The Second Circuit affirmed the lower courts, and concluded that the “record demonstrates that the issue of adequate capitalization came down to a battle of experts. We cannot say that the district court clearly erred in accepting as more persuasive the evidence presented by defendants' experts.” Id. The Second Circuit's decision was a “summary order” with no “precedential effect.” Id. at 19.

SemGroup Litigation Trust

In Whyte v. SemGroup Litigation Trust (In re SemCrude LP), 648 Fed. Appx. 205 (3d Cir. 2016) (“SemGroup“), a plan litigation trust sought to avoid and recover dividends as constructive fraudulent transfers. The adequate capital dispute hinged upon the reasonableness of SemGroup's reliance on its continuing ability to draw upon its existing bank facility. Id. at 210. The plaintiff argued that the company's reliance on continued access to its line of credit was unreasonable because SemGroup was engaged in a trading strategy that it knew was prohibited under the credit agreement. The parties disputed, and the evidence was unclear, whether the lenders were aware that SemGroup was engaged in this prohibited trading strategy. Id. at 210-11.

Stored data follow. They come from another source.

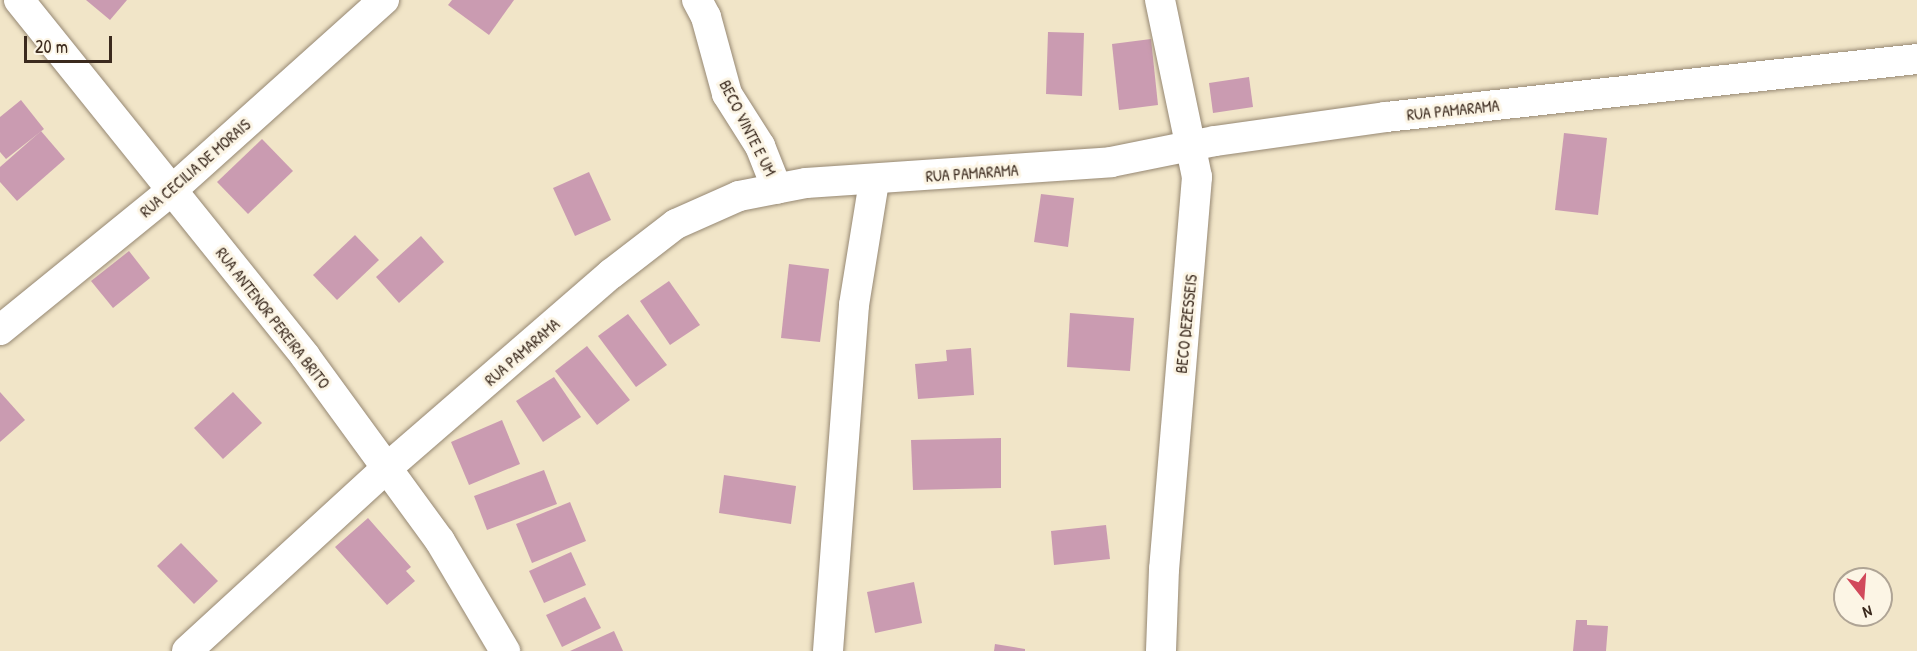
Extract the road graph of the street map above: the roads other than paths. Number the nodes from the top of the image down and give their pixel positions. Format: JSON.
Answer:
{"nodes":[{"id":1,"x":19,"y":0,"type":"edge"},
{"id":2,"x":384,"y":0,"type":"edge"},
{"id":3,"x":697,"y":0,"type":"edge"},
{"id":4,"x":1160,"y":0,"type":"edge"},
{"id":5,"x":1917,"y":59,"type":"edge"},
{"id":6,"x":1191,"y":148,"type":"junction"},
{"id":7,"x":874,"y":181,"type":"junction"},
{"id":8,"x":777,"y":189,"type":"junction"},
{"id":9,"x":172,"y":190,"type":"junction"},
{"id":10,"x":0,"y":330,"type":"edge"},
{"id":11,"x":388,"y":466,"type":"junction"},
{"id":12,"x":186,"y":651,"type":"edge"},
{"id":13,"x":505,"y":651,"type":"edge"},
{"id":14,"x":828,"y":651,"type":"edge"},
{"id":15,"x":1161,"y":651,"type":"edge"}],
"edges":[{"from":1,"to":9,"type":"street","name":"RUA ANTENOR PEREIRA BRITO"},
{"from":2,"to":9,"type":"street","name":"RUA CECILIA DE MORAIS"},
{"from":3,"to":8,"type":"street","name":"BECO VINTE E UM"},
{"from":4,"to":6,"type":"street","name":"BECO DEZESSEIS"},
{"from":5,"to":6,"type":"street","name":"RUA PAMARAMA"},
{"from":6,"to":7,"type":"street","name":"RUA PAMARAMA"},
{"from":6,"to":15,"type":"street","name":"BECO DEZESSEIS"},
{"from":7,"to":8,"type":"street","name":"RUA PAMARAMA"},
{"from":7,"to":14,"type":"street"},
{"from":8,"to":11,"type":"street","name":"RUA PAMARAMA"},
{"from":9,"to":10,"type":"street","name":"RUA CECILIA DE MORAIS"},
{"from":9,"to":11,"type":"street","name":"RUA ANTENOR PEREIRA BRITO"},
{"from":11,"to":12,"type":"street","name":"RUA PAMARAMA"},
{"from":11,"to":13,"type":"street","name":"RUA ANTENOR PEREIRA BRITO"}]}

The bankruptcy court granted the defendants' motion for summary judgment and found that the plaintiff's argument “rested upon conjecture biased by hindsight such that it was not reasonably foreseeable that SemGroup would lose access to credit when it made the challenge equity distribution.” Id. The district court affirmed. The trust appealed to the Third Circuit, arguing, “there are at least questions of material fact to the issue of whether it was reasonably foreseeable that the Bank Group would have pulled their line of credit as a result of SemGroup's derivatives trading.” Id. The Third Circuit reviewed the grant of summary judgment under a de novo standard. Id. at 208.

The Third Circuit affirmed and held that “it simply cannot be said that SemGroup was likely to be denied access to a credit facility that had been in place while it was engaging in the allegedly improper trading strategy.” Id. at 211. The court refused to accept the trust's argument because doing so would have required the court to “forecast: 1) the lenders' reaction to discovering the conduct; and then 2) the consequences of that reaction, i.e., that the only option chosen by all of the lenders would have been to foreclose access to all credit; which 3) had the reasonably foreseeable consequence of bankruptcy.” Id. (citing the district court). The court also noted that the trust “presented no evidence that SemGroup tried to disguise its trading strategy from the [lenders] or acted deceptively.” Id. at 212.

Thus, the court held, it was proper to find as a matter of summary judgment that SemGroup could not “reasonably foresee” that the lenders would declare a default upon learning of their trading strategy, nor could they foresee that their trading strategy would fail in the first place. Id. The Third Circuit stated that the decision was “not an opinion of the full Court” and “does not constitute binding precedent.” Id. at 207.

Conclusion

Proving inadequate capital is a fact-intensive exercise, and litigated success will often hinge on the relative credibility and persuasiveness of each party's expert witnesses. Moreover, as Adelphia proves, it is difficult to reverse the trial court's finding of facts under the “clear error” standard of appellate review. Finally, as SemGroup confirms, the “reasonably foreseeable” standard requires proof beyond conjecture or speculation regarding the debtor's future access to capital. Absent such proof, summary judgment dismissal of the claim may be warranted.

***** David M. Hillman is a partner and Parker J. Milender is an associate in the Business Reorganization Group at Schulte Roth & Zabel LLP.